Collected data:
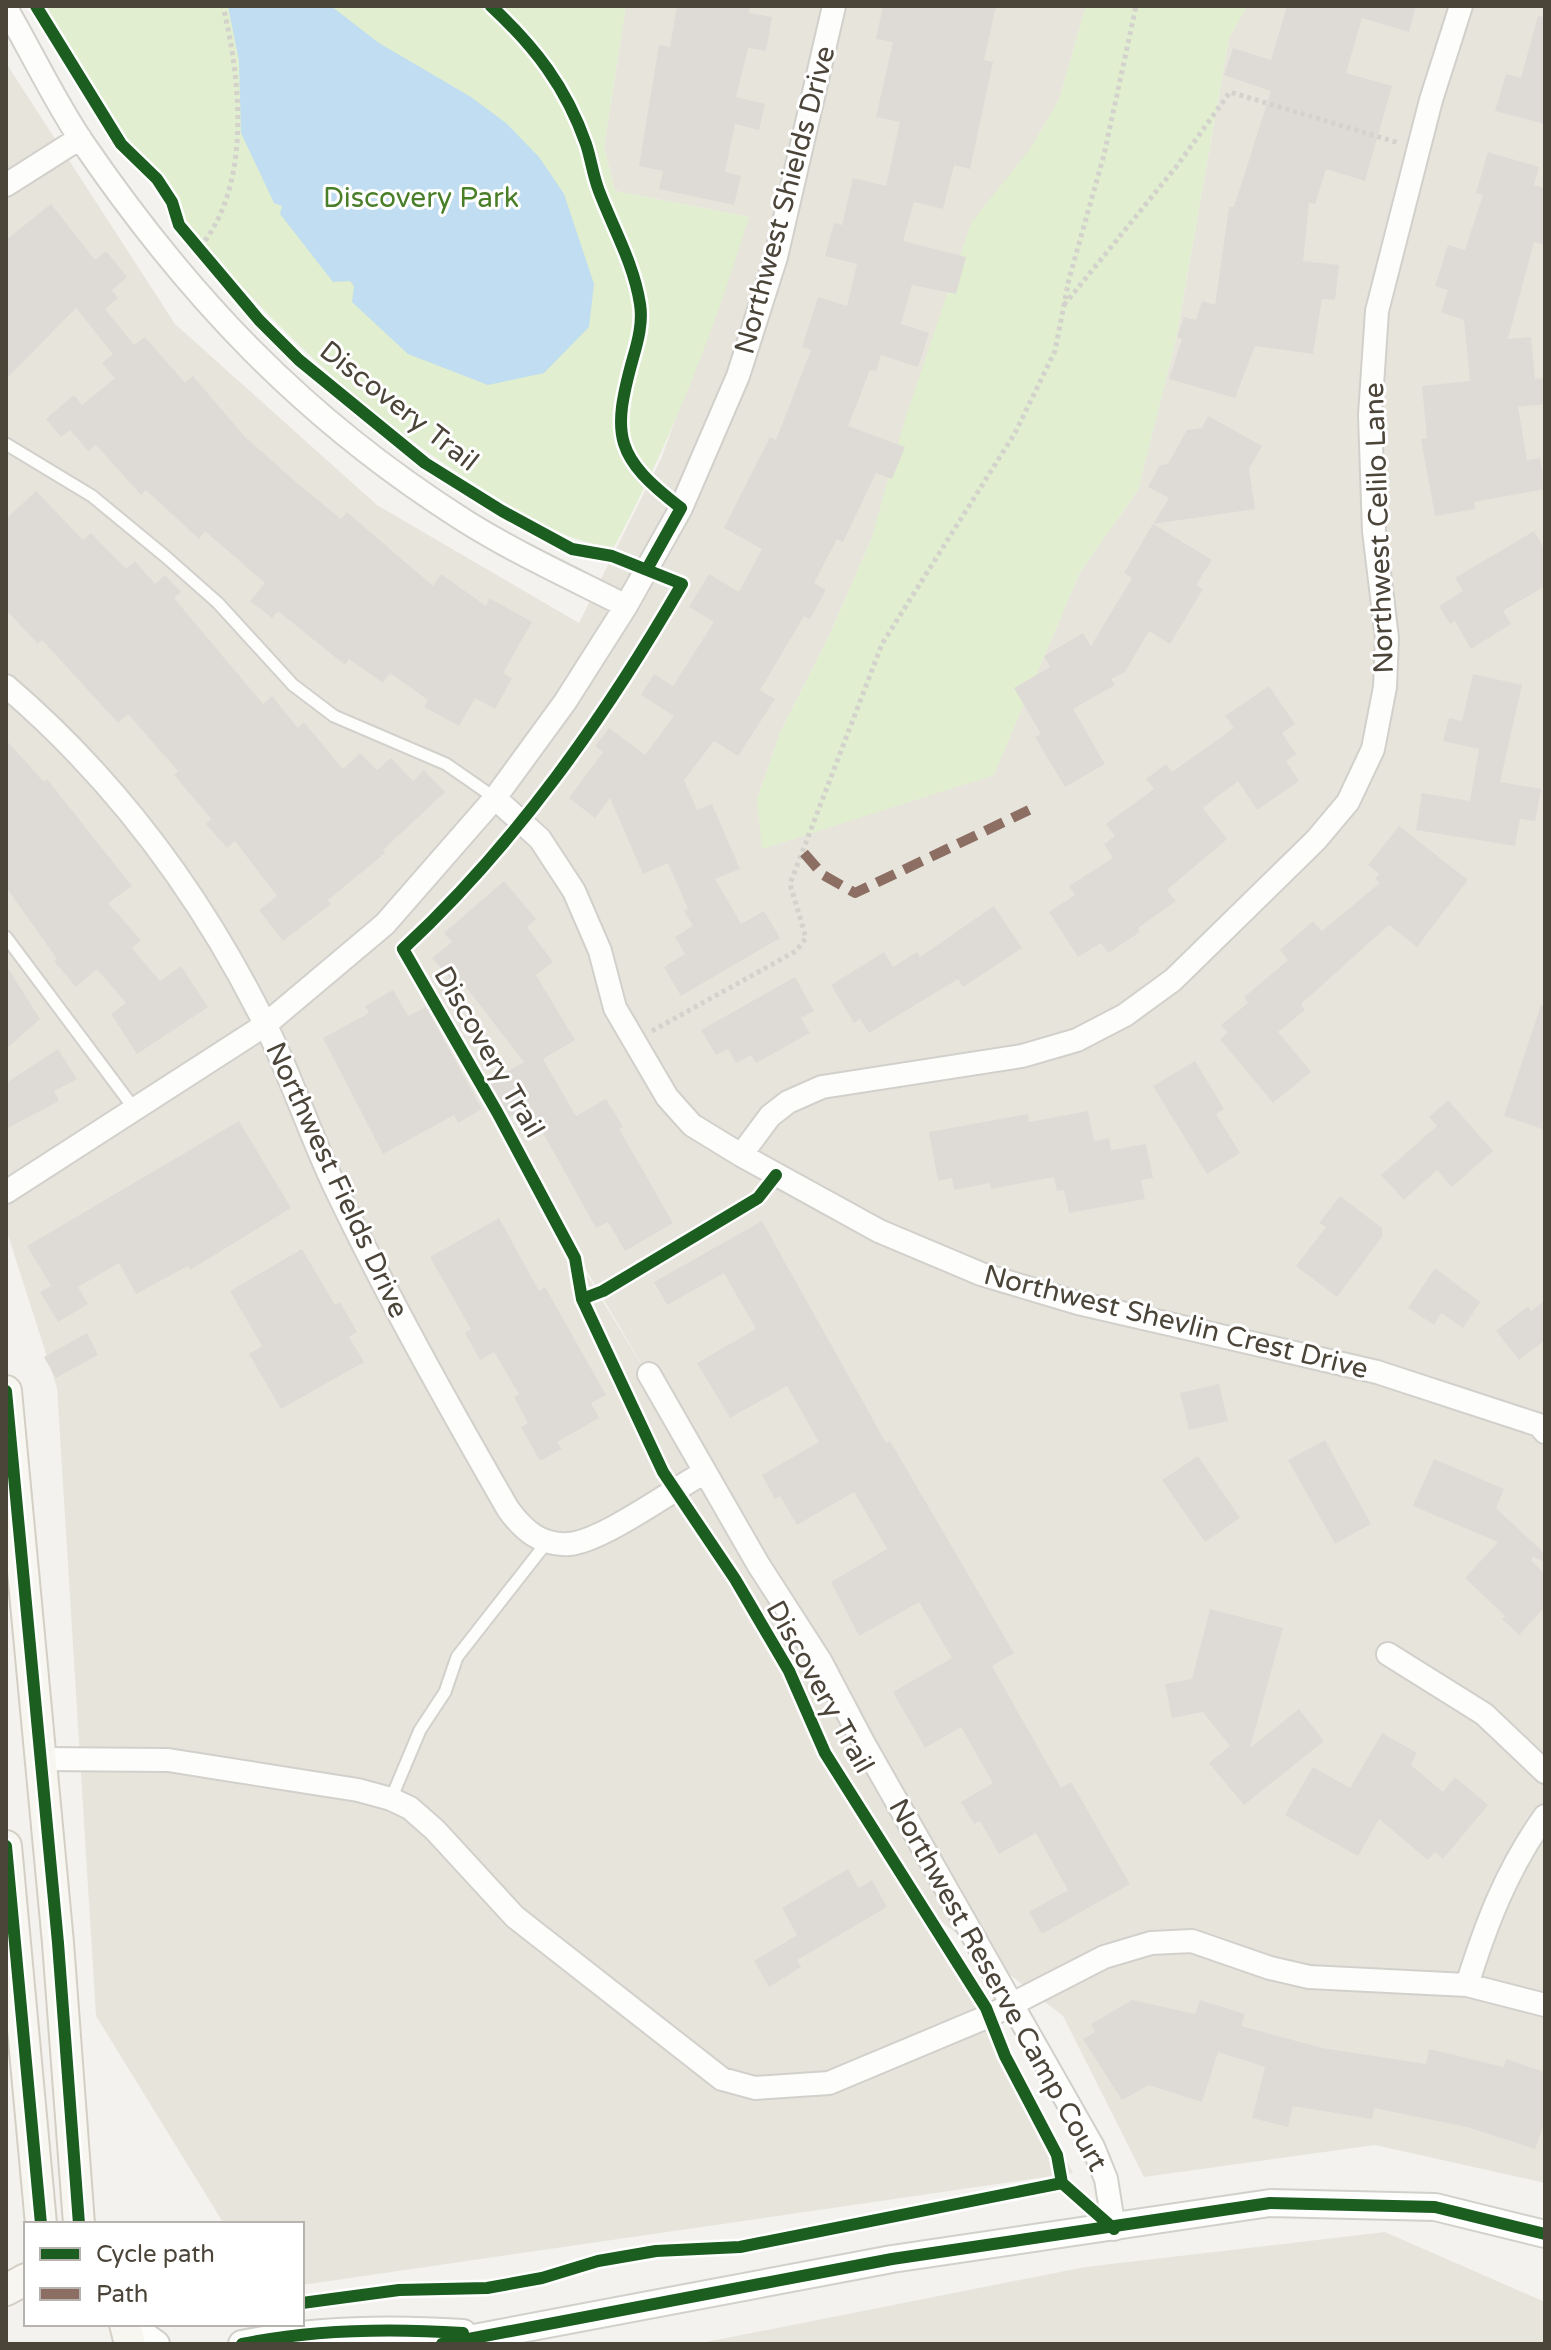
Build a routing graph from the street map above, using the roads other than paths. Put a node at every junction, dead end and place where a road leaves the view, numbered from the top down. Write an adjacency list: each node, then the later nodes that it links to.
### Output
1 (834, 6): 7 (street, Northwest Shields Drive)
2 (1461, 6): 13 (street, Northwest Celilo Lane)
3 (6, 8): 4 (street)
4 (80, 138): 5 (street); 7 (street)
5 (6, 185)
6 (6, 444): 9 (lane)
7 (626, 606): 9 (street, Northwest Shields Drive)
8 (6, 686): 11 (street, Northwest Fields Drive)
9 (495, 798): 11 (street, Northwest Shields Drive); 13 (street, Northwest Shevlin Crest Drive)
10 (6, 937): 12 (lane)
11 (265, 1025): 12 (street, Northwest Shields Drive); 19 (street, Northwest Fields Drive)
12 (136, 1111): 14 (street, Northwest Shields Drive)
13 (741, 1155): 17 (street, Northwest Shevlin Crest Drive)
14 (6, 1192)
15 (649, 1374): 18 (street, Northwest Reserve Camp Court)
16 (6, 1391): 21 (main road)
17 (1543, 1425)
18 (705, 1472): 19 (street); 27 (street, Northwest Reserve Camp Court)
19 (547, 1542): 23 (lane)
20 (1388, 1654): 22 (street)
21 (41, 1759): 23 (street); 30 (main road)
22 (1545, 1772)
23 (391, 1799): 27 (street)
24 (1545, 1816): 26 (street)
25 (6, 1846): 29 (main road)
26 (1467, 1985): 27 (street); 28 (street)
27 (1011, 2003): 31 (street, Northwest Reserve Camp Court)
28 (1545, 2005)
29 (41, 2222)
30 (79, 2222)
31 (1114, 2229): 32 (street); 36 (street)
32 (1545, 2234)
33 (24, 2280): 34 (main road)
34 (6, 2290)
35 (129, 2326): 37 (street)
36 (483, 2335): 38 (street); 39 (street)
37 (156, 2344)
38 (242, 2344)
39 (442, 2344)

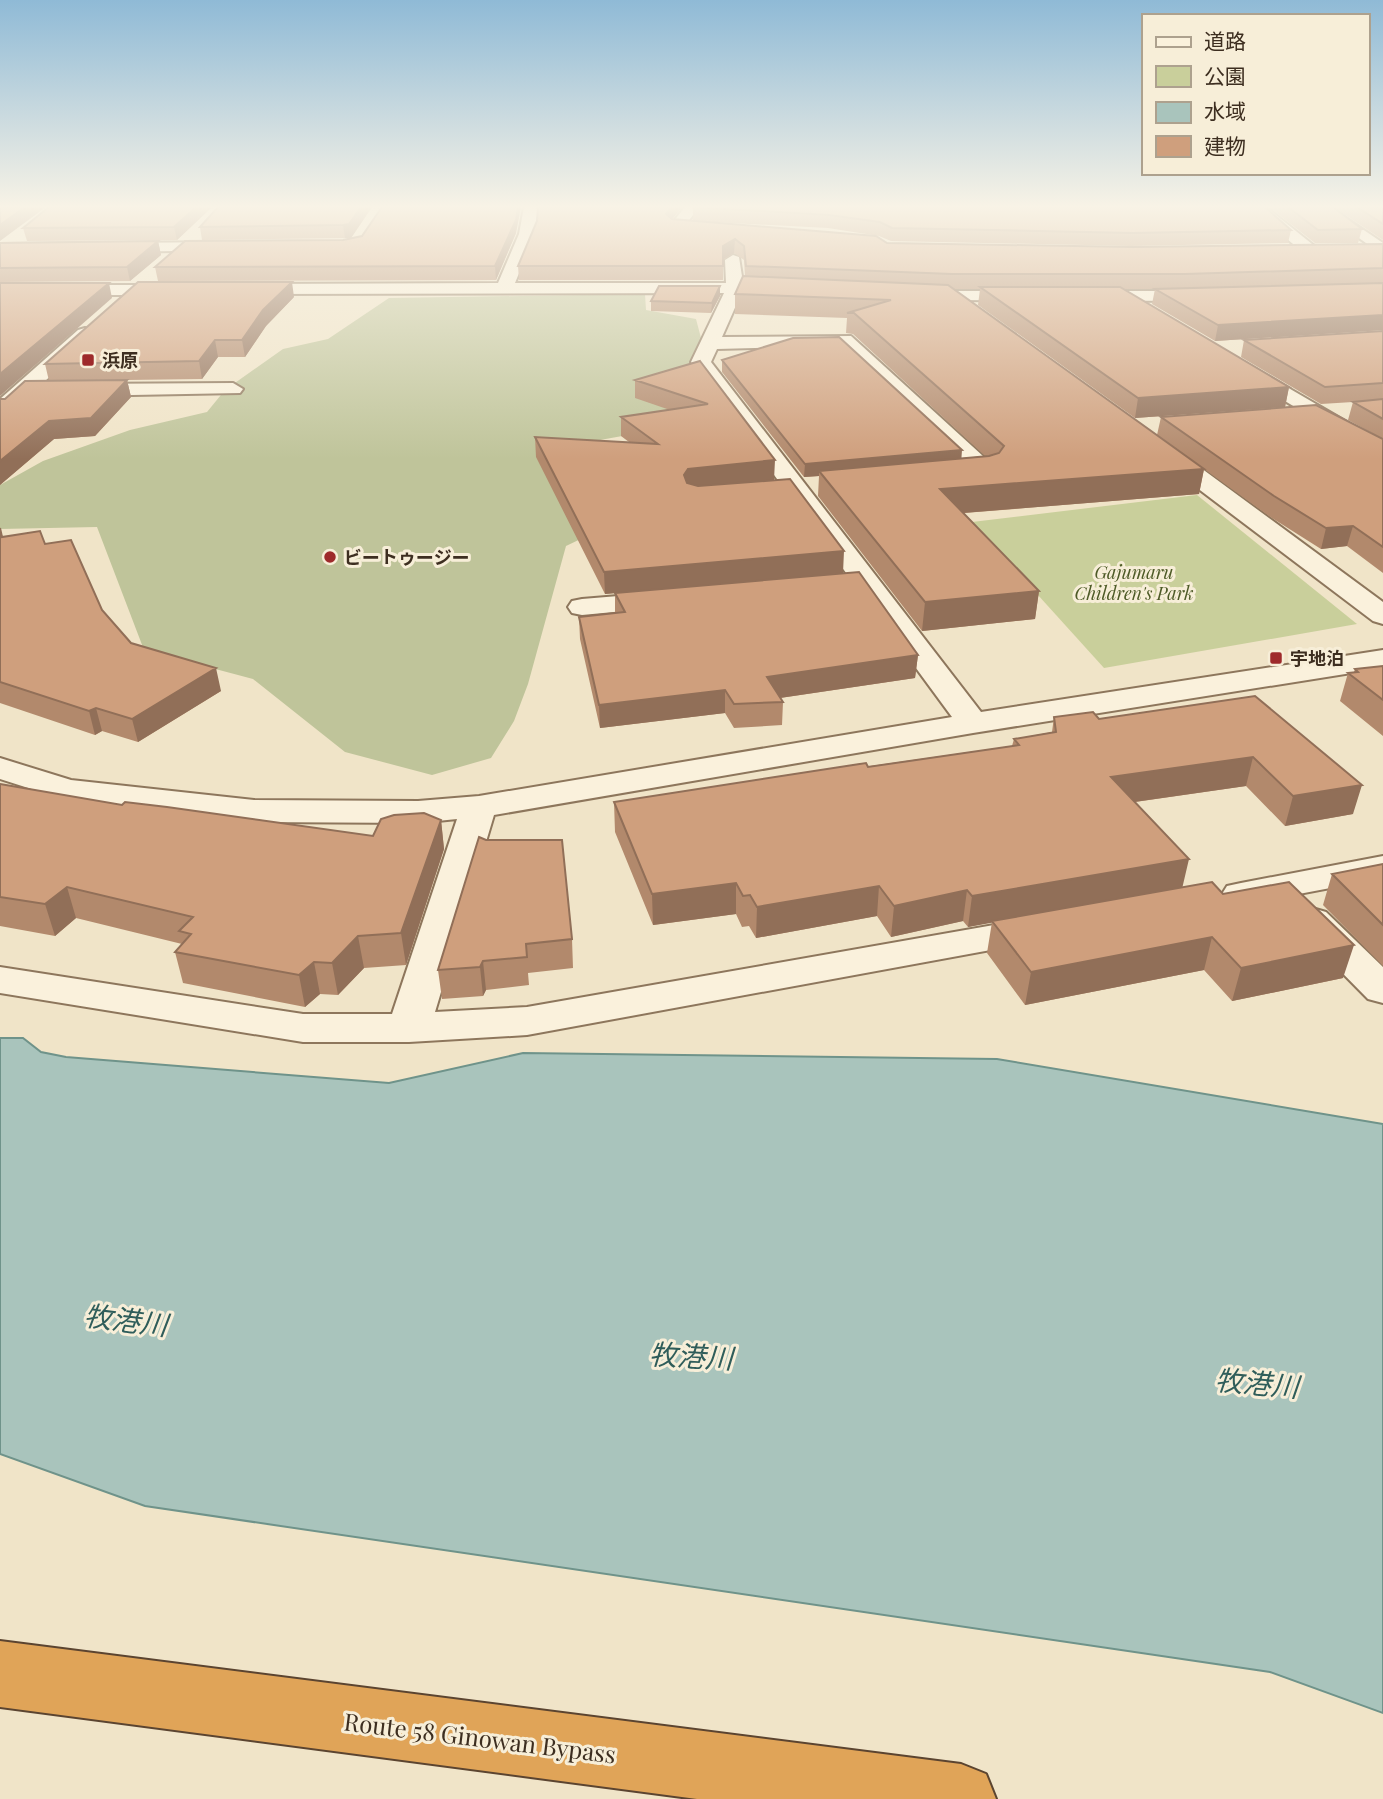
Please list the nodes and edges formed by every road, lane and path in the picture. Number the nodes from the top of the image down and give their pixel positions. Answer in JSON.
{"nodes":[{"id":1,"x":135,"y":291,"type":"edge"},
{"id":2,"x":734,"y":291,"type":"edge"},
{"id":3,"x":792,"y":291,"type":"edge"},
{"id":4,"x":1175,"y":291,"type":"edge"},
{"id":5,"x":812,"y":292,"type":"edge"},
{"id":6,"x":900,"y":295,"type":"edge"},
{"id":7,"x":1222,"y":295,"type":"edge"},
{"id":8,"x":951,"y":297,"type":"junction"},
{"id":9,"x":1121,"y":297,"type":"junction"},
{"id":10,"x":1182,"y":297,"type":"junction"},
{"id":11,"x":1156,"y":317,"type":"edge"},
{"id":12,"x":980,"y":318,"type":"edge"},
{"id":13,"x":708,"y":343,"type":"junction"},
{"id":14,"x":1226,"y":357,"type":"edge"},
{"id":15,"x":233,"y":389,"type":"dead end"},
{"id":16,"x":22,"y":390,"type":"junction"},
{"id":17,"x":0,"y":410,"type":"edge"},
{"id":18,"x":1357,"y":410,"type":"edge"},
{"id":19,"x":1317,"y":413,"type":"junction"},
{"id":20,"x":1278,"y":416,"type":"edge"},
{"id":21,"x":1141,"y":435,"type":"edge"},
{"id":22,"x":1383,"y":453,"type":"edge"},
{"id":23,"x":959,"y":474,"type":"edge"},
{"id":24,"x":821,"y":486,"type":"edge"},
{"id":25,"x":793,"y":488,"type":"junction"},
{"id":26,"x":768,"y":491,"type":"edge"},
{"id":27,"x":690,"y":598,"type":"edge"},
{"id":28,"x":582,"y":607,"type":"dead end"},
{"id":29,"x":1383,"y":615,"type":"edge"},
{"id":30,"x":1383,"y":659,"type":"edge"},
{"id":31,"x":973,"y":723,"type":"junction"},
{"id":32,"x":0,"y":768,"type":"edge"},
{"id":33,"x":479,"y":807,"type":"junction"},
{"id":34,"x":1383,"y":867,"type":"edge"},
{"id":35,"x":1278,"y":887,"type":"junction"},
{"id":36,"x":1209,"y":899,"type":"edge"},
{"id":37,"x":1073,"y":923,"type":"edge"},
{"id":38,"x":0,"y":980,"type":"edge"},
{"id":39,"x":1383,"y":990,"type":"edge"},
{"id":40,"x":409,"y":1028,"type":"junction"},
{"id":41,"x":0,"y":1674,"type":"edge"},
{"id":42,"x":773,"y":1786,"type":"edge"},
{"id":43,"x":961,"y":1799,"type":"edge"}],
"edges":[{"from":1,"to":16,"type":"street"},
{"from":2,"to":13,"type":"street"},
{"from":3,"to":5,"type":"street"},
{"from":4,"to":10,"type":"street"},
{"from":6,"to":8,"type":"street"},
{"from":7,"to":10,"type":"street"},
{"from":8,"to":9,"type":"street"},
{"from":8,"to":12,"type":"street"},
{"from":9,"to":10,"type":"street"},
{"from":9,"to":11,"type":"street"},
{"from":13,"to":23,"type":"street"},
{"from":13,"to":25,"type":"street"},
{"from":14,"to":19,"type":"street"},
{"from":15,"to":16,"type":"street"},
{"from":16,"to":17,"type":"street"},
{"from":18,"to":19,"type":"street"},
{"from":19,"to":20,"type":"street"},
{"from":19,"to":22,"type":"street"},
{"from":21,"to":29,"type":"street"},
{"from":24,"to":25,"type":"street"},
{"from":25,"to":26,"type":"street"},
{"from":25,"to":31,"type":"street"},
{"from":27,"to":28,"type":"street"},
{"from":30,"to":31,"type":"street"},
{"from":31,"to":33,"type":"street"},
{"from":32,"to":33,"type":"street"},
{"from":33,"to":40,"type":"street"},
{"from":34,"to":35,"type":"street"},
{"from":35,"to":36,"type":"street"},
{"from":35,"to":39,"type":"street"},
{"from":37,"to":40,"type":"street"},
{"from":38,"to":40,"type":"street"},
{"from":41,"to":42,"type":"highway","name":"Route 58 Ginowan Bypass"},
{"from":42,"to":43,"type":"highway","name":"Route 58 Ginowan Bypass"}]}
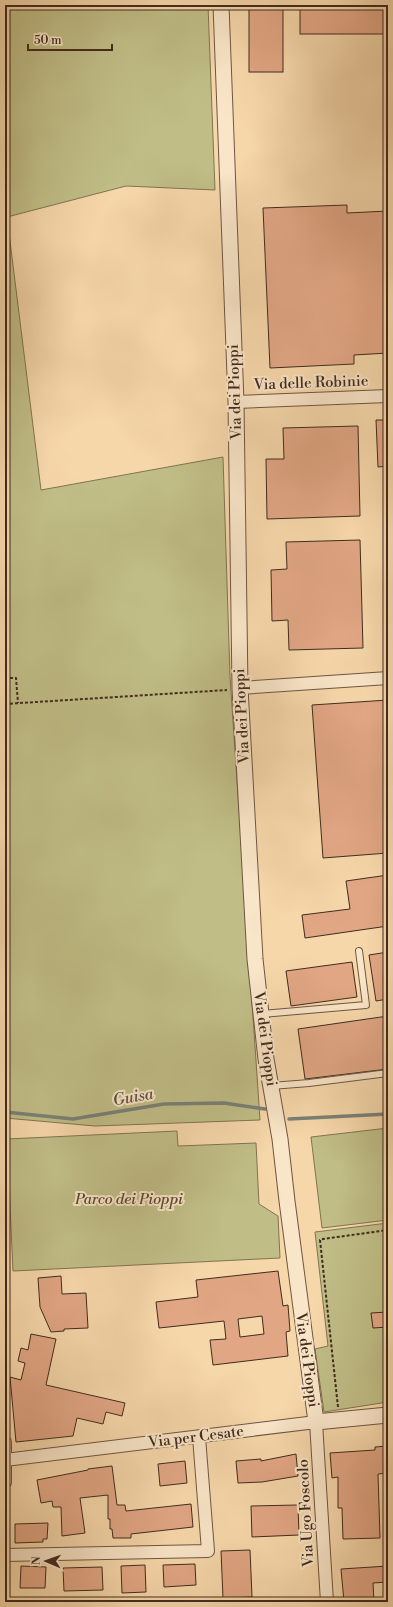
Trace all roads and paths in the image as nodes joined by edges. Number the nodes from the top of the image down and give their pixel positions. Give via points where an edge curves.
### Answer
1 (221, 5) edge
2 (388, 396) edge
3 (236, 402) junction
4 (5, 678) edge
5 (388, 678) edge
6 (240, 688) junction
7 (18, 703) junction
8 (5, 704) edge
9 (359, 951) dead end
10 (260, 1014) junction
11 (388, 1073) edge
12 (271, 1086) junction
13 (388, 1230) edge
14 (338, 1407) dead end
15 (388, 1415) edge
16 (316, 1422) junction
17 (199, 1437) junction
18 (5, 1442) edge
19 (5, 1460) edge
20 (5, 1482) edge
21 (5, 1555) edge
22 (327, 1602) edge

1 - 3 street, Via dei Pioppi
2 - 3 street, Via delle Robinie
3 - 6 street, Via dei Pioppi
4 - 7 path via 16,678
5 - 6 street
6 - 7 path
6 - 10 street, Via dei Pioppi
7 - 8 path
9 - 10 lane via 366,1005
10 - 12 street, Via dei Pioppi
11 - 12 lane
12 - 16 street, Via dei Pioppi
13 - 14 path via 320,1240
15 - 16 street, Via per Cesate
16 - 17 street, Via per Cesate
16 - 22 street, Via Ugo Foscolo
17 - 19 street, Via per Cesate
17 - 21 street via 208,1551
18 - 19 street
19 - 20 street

Prompt:
Of the lines above, show those in which "their" appears.

Answer to this task:
Please list the nodes and edges formed by every road, lane and path in the picture. Number the nodes from the top of the image down and give their pixel positions. Answer in JSON.
Trace all roads and paths in the image as nodes joined by edges. Number the nodes from the top of the image down and give their pixel positions. Give via points where an edge curves.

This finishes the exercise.